川喜多長政さんといえば、第二次大戦中の上海で何人もの映画人を救ったことで知られる方ですよね。そのため、中国政府は川喜田氏に対して敬意を表しています。川喜多氏について、もう一つ興味深いのは、ハリウッドの名匠ジョセフ・フォン・スタンバーグによる、第二次大戦末期に太平洋の小さな島で起こった事件に基づく『アナタハン』という、スタンバーグ最後の作品の制作を日本の映画関係社に取りもったことです。
今までは日本映画といえばクロサワ、検閲制度にチャレンジしたことで世界的に話題となっていた大島渚ぐらいしか知られていませんでしたが、川喜田夫妻が香港国際映画祭と関わりを持つようになられたことで、より多様なセレクションでの作品が上映されるようになりました。また、我々は当時はあまり知識も人脈もなかったのですが、韓国映画の紹介も始めました。
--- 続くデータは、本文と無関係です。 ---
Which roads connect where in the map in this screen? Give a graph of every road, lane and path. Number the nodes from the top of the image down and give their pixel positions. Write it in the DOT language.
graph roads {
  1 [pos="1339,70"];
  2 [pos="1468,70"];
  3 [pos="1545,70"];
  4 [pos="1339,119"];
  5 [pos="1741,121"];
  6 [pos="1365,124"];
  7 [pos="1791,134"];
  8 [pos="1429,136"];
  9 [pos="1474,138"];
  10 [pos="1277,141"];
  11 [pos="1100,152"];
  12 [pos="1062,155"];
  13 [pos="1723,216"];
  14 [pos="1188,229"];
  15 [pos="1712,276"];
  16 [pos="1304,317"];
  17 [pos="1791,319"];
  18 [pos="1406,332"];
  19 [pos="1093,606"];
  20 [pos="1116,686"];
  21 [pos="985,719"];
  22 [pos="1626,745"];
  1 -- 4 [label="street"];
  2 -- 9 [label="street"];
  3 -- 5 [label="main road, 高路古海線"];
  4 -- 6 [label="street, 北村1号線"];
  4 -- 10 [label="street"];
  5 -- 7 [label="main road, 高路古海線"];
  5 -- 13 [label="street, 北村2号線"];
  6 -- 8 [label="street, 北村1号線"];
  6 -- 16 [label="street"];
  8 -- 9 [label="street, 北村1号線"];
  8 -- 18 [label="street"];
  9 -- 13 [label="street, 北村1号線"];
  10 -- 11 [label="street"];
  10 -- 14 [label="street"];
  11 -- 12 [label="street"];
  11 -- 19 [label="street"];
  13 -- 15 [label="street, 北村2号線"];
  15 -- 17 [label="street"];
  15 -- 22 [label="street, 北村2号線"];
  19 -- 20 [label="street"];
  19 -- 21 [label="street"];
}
このような流れで、香港国際映画祭は、アジアの様々な国における芸術性の高い映画を積極的に上映する映画祭として認知度を高めていきました。フィリピンやインドネシア人の監督作品を世界に先駆けて紹介したのも私たちです。
ロジャー・ガルシア氏プロフィール
香港国際映画祭 エグゼクティブ・ディレクター
2010年9月より香港国際映画祭事務局(正式名称は Hong Kong International Film Festival Society)で、香港国際映画祭 (HKIFF), エイジアン・フィルム・アウォーズ (AFA), 香港=アジア・フィルム・ファイナンシング・フォーラム (HAF)の運営責任者として辣腕を振るっている。香港生まれだが、英国のボーディング・スクールで育ち、 リーズ大学で映画について学び、卒業後、二十代の 半ばで香港国際映画祭の立ち上げに尽力。その後渡米し、自身もプロデューサーとしてインディーズ、及び、ハリウッドで映画制作に携わり、世界各地の映画祭でアジア 映画上映のプログラミングに関与してきた。カリフォルニア州のバークレーに自宅があるが、現在は香港ベース。美味しいものが大好きで、料理が得意 という一面も。